Tytan AZS gra w Tel Awiwie
Siatkarze Tytana AZS Częstochowa są już po treningu w Tel Awiwie. Do stolicy Izraela przylecieli w godzinach popołudniowych. Jutro (początek 18.30) rozegrają pierwszy mecz z miejscowym Maccabi w Pucharze Challenge. Kadra częstochowskiego klubu liczy ośmiu zawodników. W domu pozostali trener Marek Kardos oraz Fabian Drzyzga, Dawid Murek, Łukasz Wiśniewski i Piotr Nowakowski.
- Sezon jest bardzo długo. Niebawem czekają nas trudne mecze w PlusLidze m.in. z Pamapolem w Wieluniu. Gdy wyeliminujemy Maccabi, w co nie wątpię, to zagramy najprawdopodobniej z Lube Banca Macerata. Czterech czołowych zawodników zostało więc w kraju i przygotowują się do kolejnych wyzwań - powiedział prezes AZS Częstochowa Konrad Pakosz. Oczywiście ważną rolę odgrywają względy finansowe. Na konferencji technicznej delegat Europejskiej Konfederacji Siatkówki (CEV) był zdziwiony skromnym składem Tytana. Wykonał nawet znany pod każdą szerokością geograficzną gest, pocierają opuszkami kciuka oraz palca wskazującego...
Trening nie był zbyt forsowny. - Bardzo wcześnie wyjechaliśmy z Częstochowy. Lot trwał ponad trzy godziny. Po takiej podróży trzeba dozować wysiłek. W dodatku znaleźliśmy się w innym klimacie. Jeszcze nie tak dawno trenowaliśmy w hali "Polonia" w temperaturze 12 stopni. Tutaj z kolei jest bardzo gorąco. Wiemy na co stać naszego rywala z tym że mamy go bardziej rozpracowanego pod kątem indywidualnych umiejętności. W kadrze jest dwóch Argentyńczyków, po jednym Kanadyjczyku i Białorusinie - powiedział trener Tytana AZS Michał Gogol.

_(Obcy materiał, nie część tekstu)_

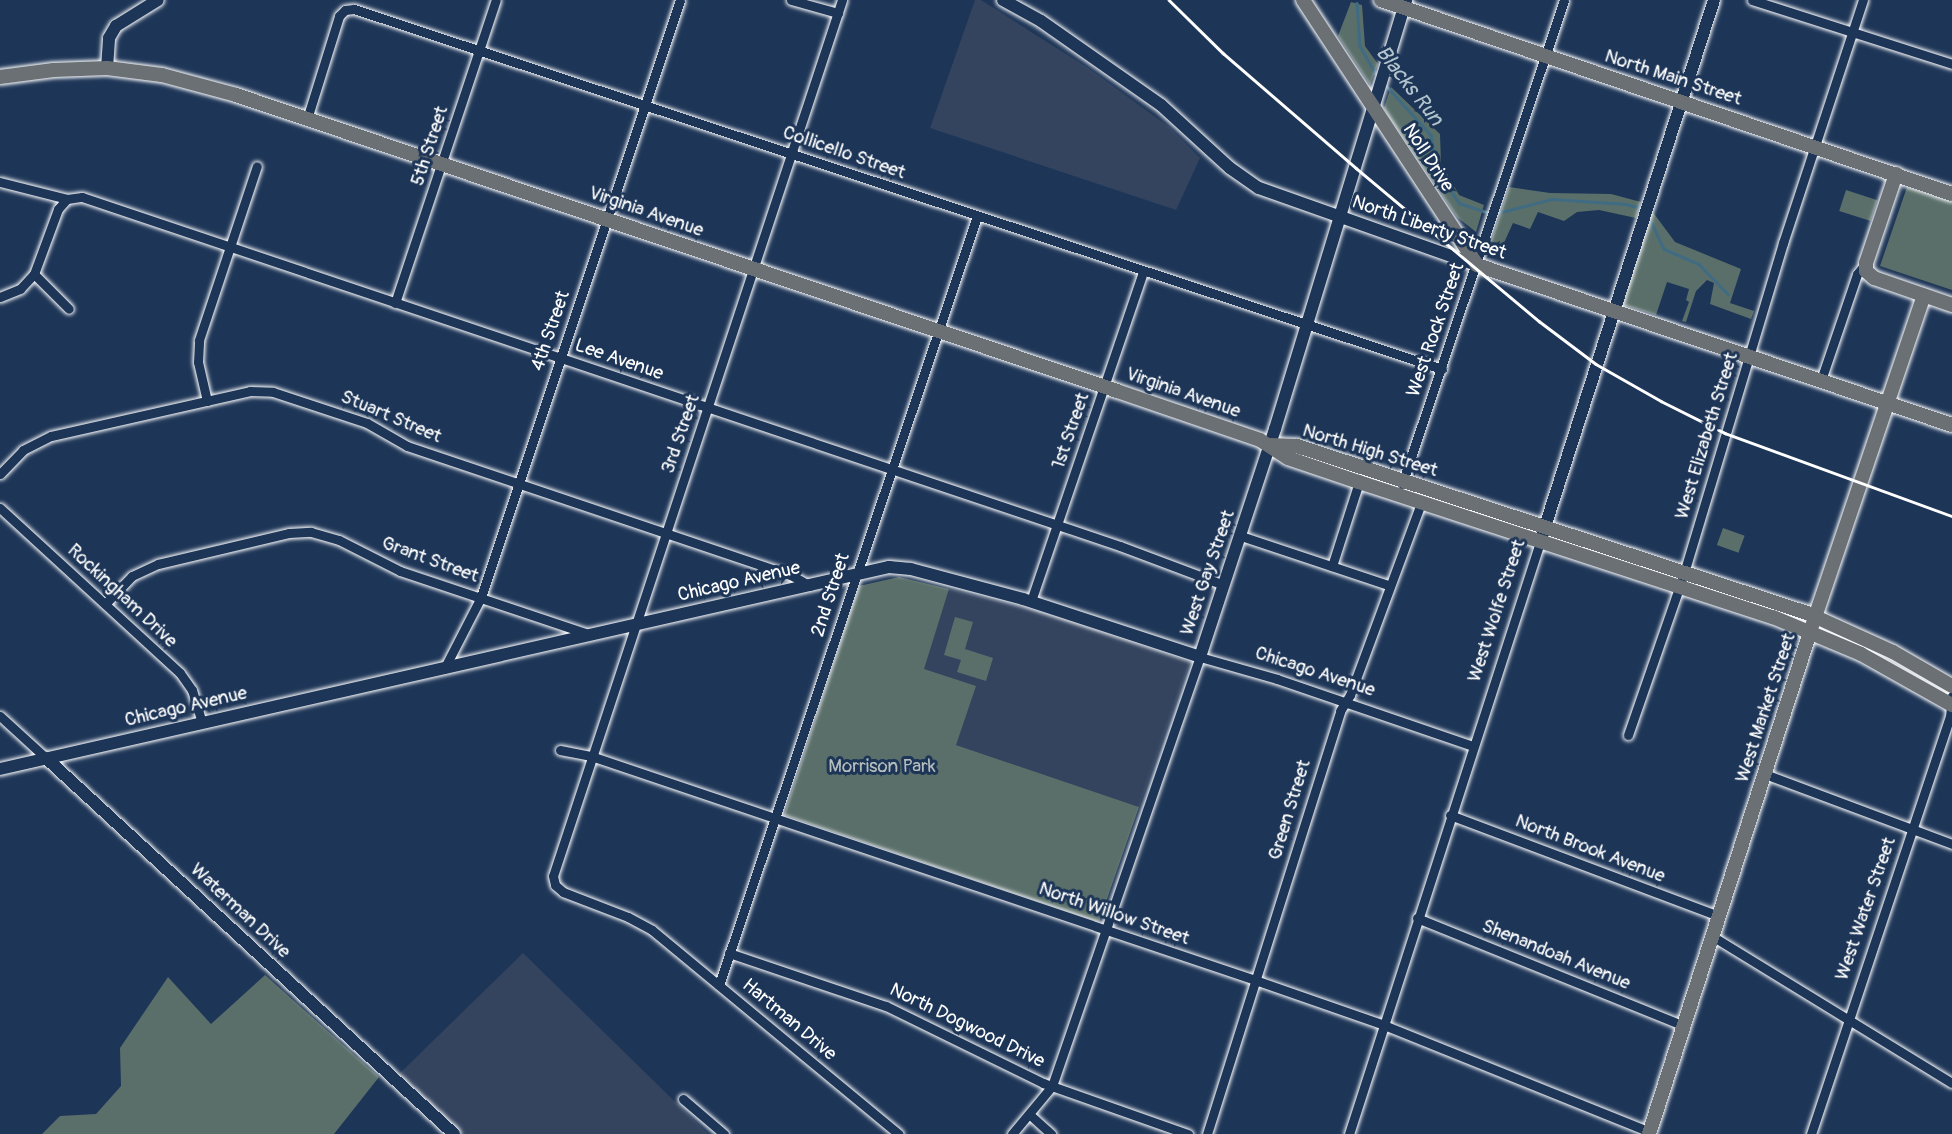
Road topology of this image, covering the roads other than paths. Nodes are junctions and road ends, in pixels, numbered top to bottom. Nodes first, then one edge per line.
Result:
1 (159, 0) edge
2 (496, 0) edge
3 (680, 0) edge
4 (791, 0) edge
5 (842, 0) edge
6 (1003, 0) edge
7 (1303, 0) edge
8 (1381, 0) edge
9 (1564, 0) edge
10 (1714, 0) edge
11 (1752, 0) edge
12 (1863, 0) edge
13 (1405, 4) edge
14 (838, 13) junction
15 (1852, 32) junction
16 (480, 49) junction
17 (1544, 56) junction
18 (1952, 64) edge
19 (107, 68) junction
20 (0, 77) edge
21 (1682, 101) junction
22 (646, 104) junction
23 (1374, 111) junction
24 (307, 119) junction
25 (1815, 145) junction
26 (793, 154) junction
27 (442, 164) junction
28 (257, 166) dead end
29 (1896, 174) junction
30 (0, 182) edge
31 (1952, 194) edge
32 (67, 199) junction
33 (977, 216) junction
34 (607, 219) junction
35 (1340, 219) junction
36 (230, 247) junction
37 (1866, 263) junction
38 (1477, 265) junction
39 (754, 269) junction
40 (1143, 272) junction
41 (34, 274) junction
42 (1924, 296) junction
43 (0, 297) edge
44 (395, 303) junction
45 (1952, 305) edge
46 (69, 309) dead end
47 (1613, 311) junction
48 (1307, 327) junction
49 (939, 331) junction
50 (1749, 356) junction
51 (561, 358) junction
52 (1442, 369) junction
53 (1821, 380) junction
54 (1104, 386) junction
55 (206, 401) junction
56 (1889, 403) junction
57 (708, 408) junction
58 (1952, 425) edge
59 (1270, 445) junction
60 (893, 469) junction
61 (0, 474) edge
62 (1404, 481) junction
63 (1359, 482) junction
64 (519, 484) junction
65 (1398, 495) junction
66 (1421, 503) junction
67 (0, 508) edge
68 (1057, 526) junction
69 (666, 533) junction
70 (1542, 534) junction
71 (1241, 536) junction
72 (1332, 566) junction
73 (855, 575) junction
74 (1681, 580) junction
75 (1224, 585) junction
76 (1388, 585) junction
77 (810, 586) junction
78 (481, 597) junction
79 (1031, 601) junction
80 (104, 604) junction
81 (1816, 616) junction
82 (635, 626) junction
83 (1810, 632) junction
84 (592, 635) junction
85 (1200, 657) junction
86 (444, 669) junction
87 (1952, 686) edge
88 (1346, 702) junction
89 (1951, 702) edge
90 (0, 716) edge
91 (202, 723) junction
92 (1628, 735) dead end
93 (1473, 746) junction
94 (560, 750) dead end
95 (591, 756) junction
96 (46, 758) junction
97 (0, 769) edge
98 (1765, 774) junction
99 (1450, 815) junction
100 (776, 818) junction
101 (1912, 829) junction
102 (1952, 844) edge
103 (1719, 916) junction
104 (1417, 918) junction
105 (1106, 930) junction
106 (656, 933) joint
107 (1712, 936) junction
108 (729, 953) junction
109 (1255, 980) junction
110 (719, 985) junction
111 (1847, 1019) junction
112 (1384, 1025) junction
113 (1682, 1025) junction
114 (1952, 1083) edge
115 (1052, 1086) junction
116 (684, 1099) dead end
117 (1029, 1114) junction
118 (1650, 1133) edge
119 (454, 1134) edge
120 (723, 1134) edge
121 (899, 1134) edge
122 (1013, 1134) edge
123 (1051, 1134) edge
124 (1188, 1134) edge
125 (1207, 1134) edge
126 (1349, 1134) edge
127 (1811, 1134) edge

1 - 19 street
2 - 16 street, 5th Street
3 - 22 street, 4th Street
4 - 14 street
5 - 14 street, 3rd Street
6 - 35 street, North Liberty Street
7 - 23 main road, Noll Drive
8 - 13 main road, North Main Street
9 - 17 street, West Rock Street
10 - 21 street, West Wolfe Street
11 - 15 street
12 - 15 street, West Elizabeth Street
13 - 17 main road, North Main Street
13 - 23 street, West Gay Street
14 - 26 street, 3rd Street
15 - 18 street
15 - 25 street, West Elizabeth Street
16 - 22 street, Collicello Street
16 - 24 street, Collicello Street
16 - 27 street, 5th Street
17 - 21 main road, North Main Street
17 - 38 street, West Rock Street
19 - 20 main road, Virginia Avenue
19 - 24 main road, Virginia Avenue
21 - 25 main road, North Main Street
21 - 47 street, West Wolfe Street
22 - 26 street, Collicello Street
22 - 34 street, 4th Street
23 - 35 street, West Gay Street
23 - 38 main road, Noll Drive
24 - 27 main road, Virginia Avenue
25 - 29 main road, North Main Street
25 - 50 street, West Elizabeth Street
26 - 33 street, Collicello Street
26 - 39 street, 3rd Street
27 - 34 main road, Virginia Avenue
27 - 44 street, 5th Street
28 - 36 street
29 - 31 main road, North Main Street
29 - 37 main road
30 - 32 street, Lee Avenue
32 - 36 street, Lee Avenue
32 - 41 street
33 - 40 street, Collicello Street
33 - 49 street, 2nd Street
34 - 39 main road, Virginia Avenue
34 - 51 street, 4th Street
35 - 38 street, North Liberty Street
35 - 48 street, West Gay Street
36 - 44 street, Lee Avenue
36 - 55 street
37 - 42 main road
37 - 53 street
38 - 47 main road, North Liberty Street
38 - 52 street, West Rock Street
39 - 49 main road, Virginia Avenue
39 - 57 street, 3rd Street
40 - 48 street, Collicello Street
40 - 54 street, 1st Street
41 - 43 street
41 - 46 street
42 - 45 main road
42 - 56 main road, West Market Street
44 - 51 street, Lee Avenue
47 - 50 main road, North Liberty Street
47 - 70 street, West Wolfe Street
48 - 52 street, Collicello Street
48 - 59 street, West Gay Street
49 - 54 main road, Virginia Avenue
49 - 60 street, 2nd Street
50 - 53 main road, North Liberty Street
50 - 74 street, West Elizabeth Street
51 - 57 street, Lee Avenue
51 - 64 street, 4th Street
52 - 62 street, West Rock Street
53 - 56 main road, North Liberty Street
54 - 59 main road, Virginia Avenue
54 - 68 street, 1st Street
55 - 61 street, Stuart Street
55 - 64 street, Stuart Street
56 - 58 main road, North Liberty Street
56 - 81 main road, West Market Street
57 - 60 street, Lee Avenue
57 - 69 street, 3rd Street
59 - 62 main road, North High Street
59 - 63 main road, North High Street
59 - 71 street, West Gay Street
60 - 68 street, Lee Avenue
60 - 73 street, 2nd Street
62 - 65 street, West Rock Street
62 - 70 main road, North High Street
63 - 65 main road, North High Street
63 - 72 street
64 - 69 street, Stuart Street
64 - 78 street, 4th Street
65 - 66 main road, North High Street
66 - 70 main road, North High Street
66 - 76 street, Green Street
67 - 80 street, Rockingham Drive
68 - 75 street, Lee Avenue
68 - 79 street, 1st Street
69 - 77 street, Stuart Street
69 - 82 street, 3rd Street
70 - 74 main road, North High Street
70 - 93 street, West Wolfe Street
71 - 72 street
71 - 75 street, West Gay Street
72 - 76 street
73 - 77 street, Chicago Avenue
73 - 79 street, Chicago Avenue
73 - 100 street, 2nd Street
74 - 81 main road, North High Street
74 - 83 main road, North High Street
74 - 92 street, West Elizabeth Street
75 - 85 street, West Gay Street
76 - 88 street, Green Street
77 - 82 street, Chicago Avenue
78 - 80 street, Grant Street
78 - 84 street, Grant Street
78 - 86 street, 4th Street
79 - 85 street, Chicago Avenue
80 - 91 street, Rockingham Drive
81 - 83 main road, West Market Street
81 - 87 main road, North High Street
82 - 84 street, Chicago Avenue
82 - 95 street, 3rd Street
83 - 89 main road, North High Street
83 - 98 main road, West Market Street
84 - 86 street, Chicago Avenue
85 - 88 street, Chicago Avenue
85 - 105 street, West Gay Street
86 - 91 street, Chicago Avenue
88 - 93 street, Chicago Avenue
88 - 109 street, Green Street
89 - 101 street, West Water Street
90 - 96 street, Waterman Drive
91 - 96 street, Chicago Avenue
93 - 99 street, West Wolfe Street
94 - 95 street, North Willow Street
95 - 100 street, North Willow Street
95 - 106 street, 3rd Street
96 - 97 street, Chicago Avenue
96 - 119 street, Waterman Drive
98 - 101 street
98 - 103 main road, West Market Street
99 - 103 street, North Brook Avenue
99 - 104 street, West Wolfe Street
100 - 105 street, North Willow Street
100 - 108 street, 2nd Street
101 - 102 street
101 - 111 street, West Water Street
103 - 107 main road, West Market Street
104 - 112 street, West Wolfe Street
104 - 113 street, Shenandoah Avenue
105 - 109 street, North Willow Street
105 - 115 street, West Gay Street
106 - 110 street, Hartman Drive
107 - 111 street
107 - 113 main road, West Market Street
108 - 110 street, 2nd Street
108 - 115 street, North Dogwood Drive
109 - 112 street, North Willow Street
109 - 125 street, Green Street
110 - 121 street, Hartman Drive
111 - 114 street
111 - 127 street, West Water Street
112 - 118 street, North Willow Street
112 - 126 street, West Wolfe Street
113 - 118 main road, West Market Street
115 - 117 street, West Gay Street
115 - 124 street, North Dogwood Drive
116 - 120 street
117 - 122 street, West Gay Street
117 - 123 street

Michał Gogol dodał, że wieczorny trening miał również za cel poznanie hali - układu trybun, ścian czy świateł. - Na tym obiekcie powinno grać się dobrze - powiedział. Częstochowski szkoleniowiec zadebiutuje w roli pierwszego trenera w rozgrywkach międzynarodowych. Samodzielnie prowadził AZS w końcówce poprzedniego sezonu i jego podopieczni pokonali Delectę Bydgoszcz w walce o piąte miejsce. - Ma stuprocentową skuteczność podkreśla prezes Pakosz.
Na konferencji technicznej przedstawiciele częstochowskiego klubu podkreślił, że warunki gospodarze zapewnili bardzo dobre warunki pobytu. Ekipa mieszka w eleganckim hotelu, za oknami którego są piękne widoki m.in. na morze. - W Izraelu jeszcze nie graliśmy w historii naszych występów w europejskich pucharach. W 1989 roku była wizyta w Tiranie, a w 1999 w Jekaterynburgu. Co jakieś dziesięć lat trafia się nam daleki wylot - mówi Konrad Pakosz. Jednak rekord przelotów w tych rozgrywkach jest już absolutny i nie można go poprawić. Ustanowiły w poprzednim sezonie kobiece kluby z Chabarowska i Madery. Dłuższe przeloty, przynajmniej na razie, nie są możliwe.
Kontakt polskiej ora izraelskiej siatkówki był w ostatnich latach bardzo ograniczony. Na początku 21. wieku prowadzona przez Ryszarda Boska męska reprezentacja grała w eliminacjach do mistrzostw Europy w 2001 roku w turnieju, w którym za przeciwników miała Bułgarię, Belgię oraz Izrael. Kilka lat później juniorzy mieli okazję zmierzyć się we Włoszech z ekipą Izraela w eliminacjach do mistrzostw świata. W ostatni piątek w Monzie odbyło się losowanie przyszłorocznych grup mistrzostw Europy kobiet i biało-czerwone trafiły na Izrael, Czechy i Rumunię. Siatkarki z Izraela zakwalifikowały się do czempionatu po zwycięskich barażach z Białorusią. W hali gdzie jutro odbędzie się mecz Maccabi z Tytanem AZS jest gablota, w której zamieszczono wycinki prasowe poświęcone rewanżowemu spotkaniu z podopiecznymi trenera Nikołaja Karpola. Po porażce słynny szkoleniowiec zrezygnował z pracy z kadrą Białorusi.